The Toronto Blue Jays scored five second-inning runs against Sandy Alcantara and defeated the host Miami Marlins 6-3 on Wednesday afternoon.
Alcantara, the reigning National League Cy Young Award winner, allowed 10 hits and five runs in seven innings. He is now 2-6 with a 5.08 ERA.
Toronto was led by George Springer, who went 2-for-5 with two RBIs, and Matt Chapman, who slugged his 10th homer of the season.
Jays starter Kevin Gausman (7-3) improved to 4-1 in his career against the Marlins. He allowed eight hits and three runs in six innings.

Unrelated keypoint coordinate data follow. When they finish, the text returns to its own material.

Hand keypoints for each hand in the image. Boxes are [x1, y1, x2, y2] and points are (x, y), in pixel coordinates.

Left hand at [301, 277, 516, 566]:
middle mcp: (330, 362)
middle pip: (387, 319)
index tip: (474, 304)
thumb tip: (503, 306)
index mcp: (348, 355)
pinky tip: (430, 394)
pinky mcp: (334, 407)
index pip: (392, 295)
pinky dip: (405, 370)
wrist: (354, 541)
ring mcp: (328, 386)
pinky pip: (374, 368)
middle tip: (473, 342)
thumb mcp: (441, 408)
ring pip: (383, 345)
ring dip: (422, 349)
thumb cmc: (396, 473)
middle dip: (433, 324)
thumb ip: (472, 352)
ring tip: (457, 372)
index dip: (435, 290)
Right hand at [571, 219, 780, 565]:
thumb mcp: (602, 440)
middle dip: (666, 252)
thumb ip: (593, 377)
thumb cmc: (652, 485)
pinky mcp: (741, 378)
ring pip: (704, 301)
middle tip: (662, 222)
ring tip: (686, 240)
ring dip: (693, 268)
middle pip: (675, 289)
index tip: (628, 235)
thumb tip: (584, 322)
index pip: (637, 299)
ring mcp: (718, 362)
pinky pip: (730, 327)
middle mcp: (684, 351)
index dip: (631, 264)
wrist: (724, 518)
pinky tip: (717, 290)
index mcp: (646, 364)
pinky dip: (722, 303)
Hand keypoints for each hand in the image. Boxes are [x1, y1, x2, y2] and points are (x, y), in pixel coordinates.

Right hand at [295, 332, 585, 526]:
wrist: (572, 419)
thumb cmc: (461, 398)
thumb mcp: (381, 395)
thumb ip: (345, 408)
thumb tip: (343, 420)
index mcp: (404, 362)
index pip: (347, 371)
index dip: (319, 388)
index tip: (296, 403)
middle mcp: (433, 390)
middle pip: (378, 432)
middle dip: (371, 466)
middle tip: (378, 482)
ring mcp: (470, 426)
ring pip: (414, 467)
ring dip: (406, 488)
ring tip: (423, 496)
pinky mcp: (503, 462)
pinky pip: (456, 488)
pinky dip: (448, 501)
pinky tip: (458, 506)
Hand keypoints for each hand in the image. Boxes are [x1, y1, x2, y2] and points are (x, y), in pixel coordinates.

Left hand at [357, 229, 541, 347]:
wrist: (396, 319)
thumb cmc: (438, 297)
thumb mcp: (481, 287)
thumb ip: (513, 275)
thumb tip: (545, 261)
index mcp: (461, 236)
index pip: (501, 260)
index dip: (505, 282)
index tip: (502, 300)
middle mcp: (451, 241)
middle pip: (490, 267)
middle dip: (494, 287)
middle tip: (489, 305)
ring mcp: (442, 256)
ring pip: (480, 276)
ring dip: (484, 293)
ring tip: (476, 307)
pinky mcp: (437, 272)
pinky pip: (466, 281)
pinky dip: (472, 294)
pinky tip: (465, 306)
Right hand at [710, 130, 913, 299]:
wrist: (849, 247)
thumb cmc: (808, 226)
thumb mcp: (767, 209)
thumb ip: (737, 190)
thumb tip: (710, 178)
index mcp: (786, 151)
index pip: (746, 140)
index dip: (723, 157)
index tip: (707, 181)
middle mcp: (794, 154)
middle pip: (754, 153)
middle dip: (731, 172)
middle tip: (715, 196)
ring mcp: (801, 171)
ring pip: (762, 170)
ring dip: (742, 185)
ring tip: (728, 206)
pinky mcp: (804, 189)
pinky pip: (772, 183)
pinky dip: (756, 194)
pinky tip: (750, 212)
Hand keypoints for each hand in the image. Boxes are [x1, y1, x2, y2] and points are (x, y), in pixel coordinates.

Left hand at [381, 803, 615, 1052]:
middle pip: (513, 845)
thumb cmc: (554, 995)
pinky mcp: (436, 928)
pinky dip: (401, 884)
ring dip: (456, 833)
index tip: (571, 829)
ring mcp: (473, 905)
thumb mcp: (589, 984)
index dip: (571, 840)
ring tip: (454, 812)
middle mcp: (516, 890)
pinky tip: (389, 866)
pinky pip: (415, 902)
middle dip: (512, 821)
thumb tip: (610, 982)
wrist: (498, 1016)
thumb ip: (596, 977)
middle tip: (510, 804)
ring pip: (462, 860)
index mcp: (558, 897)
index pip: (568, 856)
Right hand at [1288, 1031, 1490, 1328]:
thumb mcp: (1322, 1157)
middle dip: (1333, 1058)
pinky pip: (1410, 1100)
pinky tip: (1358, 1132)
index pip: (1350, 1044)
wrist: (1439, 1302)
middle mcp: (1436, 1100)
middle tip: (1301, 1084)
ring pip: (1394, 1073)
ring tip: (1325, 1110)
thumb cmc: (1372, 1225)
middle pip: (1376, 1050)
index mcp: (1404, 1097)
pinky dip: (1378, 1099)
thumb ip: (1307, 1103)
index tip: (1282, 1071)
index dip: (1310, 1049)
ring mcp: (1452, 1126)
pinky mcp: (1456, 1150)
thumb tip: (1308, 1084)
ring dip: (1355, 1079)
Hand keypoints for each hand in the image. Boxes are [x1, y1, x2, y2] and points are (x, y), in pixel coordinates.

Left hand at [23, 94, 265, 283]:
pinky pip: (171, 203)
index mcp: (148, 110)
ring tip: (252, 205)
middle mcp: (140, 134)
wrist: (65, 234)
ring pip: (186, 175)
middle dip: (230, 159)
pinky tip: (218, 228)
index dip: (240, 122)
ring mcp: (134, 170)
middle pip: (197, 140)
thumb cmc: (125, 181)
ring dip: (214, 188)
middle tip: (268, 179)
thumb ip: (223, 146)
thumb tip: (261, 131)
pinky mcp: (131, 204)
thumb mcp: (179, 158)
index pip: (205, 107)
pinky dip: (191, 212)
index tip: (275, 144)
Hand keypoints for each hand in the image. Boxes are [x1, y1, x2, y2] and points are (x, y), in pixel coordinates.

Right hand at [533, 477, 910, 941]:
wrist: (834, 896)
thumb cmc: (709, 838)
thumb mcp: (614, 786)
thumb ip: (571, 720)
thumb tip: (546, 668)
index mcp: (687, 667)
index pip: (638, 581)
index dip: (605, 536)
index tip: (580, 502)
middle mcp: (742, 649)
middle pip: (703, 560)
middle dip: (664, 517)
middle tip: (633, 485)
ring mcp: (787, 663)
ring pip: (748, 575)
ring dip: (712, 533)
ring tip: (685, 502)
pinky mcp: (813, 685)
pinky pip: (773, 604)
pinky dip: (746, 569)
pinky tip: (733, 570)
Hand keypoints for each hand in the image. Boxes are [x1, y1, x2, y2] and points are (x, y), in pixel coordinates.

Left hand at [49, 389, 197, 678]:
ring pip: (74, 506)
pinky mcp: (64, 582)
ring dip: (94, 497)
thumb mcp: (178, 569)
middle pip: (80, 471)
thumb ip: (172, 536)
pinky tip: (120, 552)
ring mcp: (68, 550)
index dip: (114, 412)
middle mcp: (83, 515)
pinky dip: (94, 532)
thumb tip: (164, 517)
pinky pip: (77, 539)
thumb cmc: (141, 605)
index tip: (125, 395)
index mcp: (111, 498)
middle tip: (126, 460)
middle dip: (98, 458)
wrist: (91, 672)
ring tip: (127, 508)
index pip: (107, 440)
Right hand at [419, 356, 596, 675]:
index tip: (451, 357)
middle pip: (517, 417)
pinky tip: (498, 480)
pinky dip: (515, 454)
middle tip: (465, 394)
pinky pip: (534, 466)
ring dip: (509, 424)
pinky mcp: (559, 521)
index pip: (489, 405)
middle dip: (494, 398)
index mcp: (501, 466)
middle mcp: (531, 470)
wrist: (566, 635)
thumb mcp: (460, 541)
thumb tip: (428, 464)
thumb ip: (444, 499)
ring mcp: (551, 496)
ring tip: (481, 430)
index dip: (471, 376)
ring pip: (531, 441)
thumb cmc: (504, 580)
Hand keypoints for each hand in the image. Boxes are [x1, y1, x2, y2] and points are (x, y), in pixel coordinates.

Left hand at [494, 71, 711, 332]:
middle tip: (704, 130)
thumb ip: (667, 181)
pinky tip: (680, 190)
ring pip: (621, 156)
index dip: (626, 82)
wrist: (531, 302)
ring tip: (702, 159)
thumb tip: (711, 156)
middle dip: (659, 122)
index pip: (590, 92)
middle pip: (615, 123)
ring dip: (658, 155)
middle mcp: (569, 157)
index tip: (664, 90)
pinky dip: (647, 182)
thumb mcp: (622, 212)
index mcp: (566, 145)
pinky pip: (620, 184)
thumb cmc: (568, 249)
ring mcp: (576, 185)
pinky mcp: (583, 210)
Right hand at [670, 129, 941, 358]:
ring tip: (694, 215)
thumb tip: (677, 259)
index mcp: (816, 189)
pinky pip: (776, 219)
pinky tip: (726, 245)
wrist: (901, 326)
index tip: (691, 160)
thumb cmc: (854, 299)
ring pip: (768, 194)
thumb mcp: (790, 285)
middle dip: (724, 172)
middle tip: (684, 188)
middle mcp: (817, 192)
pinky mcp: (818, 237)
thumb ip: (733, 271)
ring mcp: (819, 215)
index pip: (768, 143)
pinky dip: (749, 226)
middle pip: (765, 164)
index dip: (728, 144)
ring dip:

Closer Jordan Romano pitched around minor trouble in the ninth inning to earn his MLB-leading 22nd save of the season.
Miami’s Luis Arraez went 2-for-5. He leads the majors with a .398 batting average.
Toronto sent nine batters to the plate in the second, smashing six hits and plating five runs off Alcantara. Chapman led off the inning with a hustle double to left-center. Cavan Biggio’s double to right put Toronto on the board. Kevin Kiermaier’s single to center made it 2-0.
Then, with the infield drawn in, the Jays doubled their lead on Springer’s chopper over the head of third baseman Garrett Hampson for a two-run single. Kiermaier, who was the second runner to score on Springer’s hit, just got his left hand on the plate before the tag.
Whit Merrifield’s RBI single capped the rally.
Miami got its first runs in the fourth as Bryan De La Cruz hit a leadoff single and advanced on Jesus Sanchez’s double off the wall. Both runners scored when Garrett Cooper’s drive to the warning track went off the glove of left fielder Merrifield. Cooper, who was given a double on the play, was stranded as Gausman got a flyout, groundout and strikeout, working around a walk.
The Marlins cut their deficit to 5-3 in the seventh on a rally that started with Jonathan Davis’ single and Jacob Stallings’ hit-by-pitch. Hampson earned the RBI with an opposite-field single to right. But Arraez hit into a crucial double play, hurting Miami’s momentum.
Chapman homered in the eighth to extend Toronto’s lead to 6-3. Chapman’s shot to left went 415 feet.